SOURCE DATA: Begin
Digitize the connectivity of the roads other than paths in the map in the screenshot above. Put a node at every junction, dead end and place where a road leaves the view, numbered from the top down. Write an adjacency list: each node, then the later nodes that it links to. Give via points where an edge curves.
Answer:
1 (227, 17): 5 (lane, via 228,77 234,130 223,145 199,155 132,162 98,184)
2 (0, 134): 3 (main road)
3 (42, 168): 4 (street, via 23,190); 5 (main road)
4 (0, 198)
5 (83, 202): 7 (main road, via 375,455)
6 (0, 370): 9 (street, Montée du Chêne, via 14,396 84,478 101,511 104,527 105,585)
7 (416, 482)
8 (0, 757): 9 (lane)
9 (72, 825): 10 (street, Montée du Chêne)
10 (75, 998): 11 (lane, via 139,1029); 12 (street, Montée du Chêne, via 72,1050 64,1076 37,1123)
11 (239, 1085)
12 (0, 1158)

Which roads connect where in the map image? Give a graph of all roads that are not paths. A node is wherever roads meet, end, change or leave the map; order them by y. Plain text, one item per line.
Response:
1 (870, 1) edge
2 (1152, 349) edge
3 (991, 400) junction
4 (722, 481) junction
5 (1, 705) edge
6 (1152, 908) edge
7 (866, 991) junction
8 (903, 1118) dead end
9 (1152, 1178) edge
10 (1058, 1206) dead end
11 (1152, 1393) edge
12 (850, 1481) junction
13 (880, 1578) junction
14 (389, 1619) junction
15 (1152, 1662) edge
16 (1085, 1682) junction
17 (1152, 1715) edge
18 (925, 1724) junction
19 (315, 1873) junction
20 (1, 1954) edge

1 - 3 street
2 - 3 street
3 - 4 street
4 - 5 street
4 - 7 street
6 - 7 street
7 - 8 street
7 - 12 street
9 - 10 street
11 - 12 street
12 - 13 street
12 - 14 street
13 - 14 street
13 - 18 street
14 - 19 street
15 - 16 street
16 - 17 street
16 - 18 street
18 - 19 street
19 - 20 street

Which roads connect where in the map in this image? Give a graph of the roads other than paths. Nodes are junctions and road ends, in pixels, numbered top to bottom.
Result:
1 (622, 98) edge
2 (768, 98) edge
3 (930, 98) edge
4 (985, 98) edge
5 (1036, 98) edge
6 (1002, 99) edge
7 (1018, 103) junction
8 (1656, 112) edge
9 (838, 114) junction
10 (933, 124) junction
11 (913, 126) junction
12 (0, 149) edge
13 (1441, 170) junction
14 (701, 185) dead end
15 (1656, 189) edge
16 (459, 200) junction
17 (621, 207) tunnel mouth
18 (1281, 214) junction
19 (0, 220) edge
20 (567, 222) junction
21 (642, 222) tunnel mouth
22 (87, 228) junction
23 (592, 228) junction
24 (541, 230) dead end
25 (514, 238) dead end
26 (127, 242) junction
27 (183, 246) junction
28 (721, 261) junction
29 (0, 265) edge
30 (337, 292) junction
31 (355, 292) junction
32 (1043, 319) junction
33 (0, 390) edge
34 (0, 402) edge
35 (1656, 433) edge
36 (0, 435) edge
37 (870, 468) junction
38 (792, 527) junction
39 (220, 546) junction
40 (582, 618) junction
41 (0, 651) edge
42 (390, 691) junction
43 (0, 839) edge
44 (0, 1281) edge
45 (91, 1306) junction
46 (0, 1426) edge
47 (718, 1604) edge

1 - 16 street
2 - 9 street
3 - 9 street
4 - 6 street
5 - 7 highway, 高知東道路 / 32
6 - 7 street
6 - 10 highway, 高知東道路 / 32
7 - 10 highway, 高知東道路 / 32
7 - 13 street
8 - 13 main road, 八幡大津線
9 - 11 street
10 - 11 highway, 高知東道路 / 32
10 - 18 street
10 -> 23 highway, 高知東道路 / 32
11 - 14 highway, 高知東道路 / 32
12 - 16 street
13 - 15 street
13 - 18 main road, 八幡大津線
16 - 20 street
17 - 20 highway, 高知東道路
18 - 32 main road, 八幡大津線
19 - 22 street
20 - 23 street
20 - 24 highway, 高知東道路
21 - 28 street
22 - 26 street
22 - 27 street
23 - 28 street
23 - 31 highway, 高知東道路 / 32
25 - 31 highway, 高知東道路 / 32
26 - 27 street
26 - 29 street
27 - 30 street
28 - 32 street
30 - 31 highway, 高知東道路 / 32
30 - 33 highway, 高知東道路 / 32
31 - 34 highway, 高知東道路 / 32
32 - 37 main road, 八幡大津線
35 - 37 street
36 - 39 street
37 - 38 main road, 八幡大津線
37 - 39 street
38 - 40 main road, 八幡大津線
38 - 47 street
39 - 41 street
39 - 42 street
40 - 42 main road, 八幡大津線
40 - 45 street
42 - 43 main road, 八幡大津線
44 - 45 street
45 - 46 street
SOURCE DATA: End
Wherever "Which" turns up in the records, copy the whole line.

Which roads connect where in the map image? Give a graph of all roads that are not paths. A node is wherever roads meet, end, change or leave the map; order them by y. Plain text, one item per line.
Which roads connect where in the map in this image? Give a graph of the roads other than paths. Nodes are junctions and road ends, in pixels, numbered top to bottom.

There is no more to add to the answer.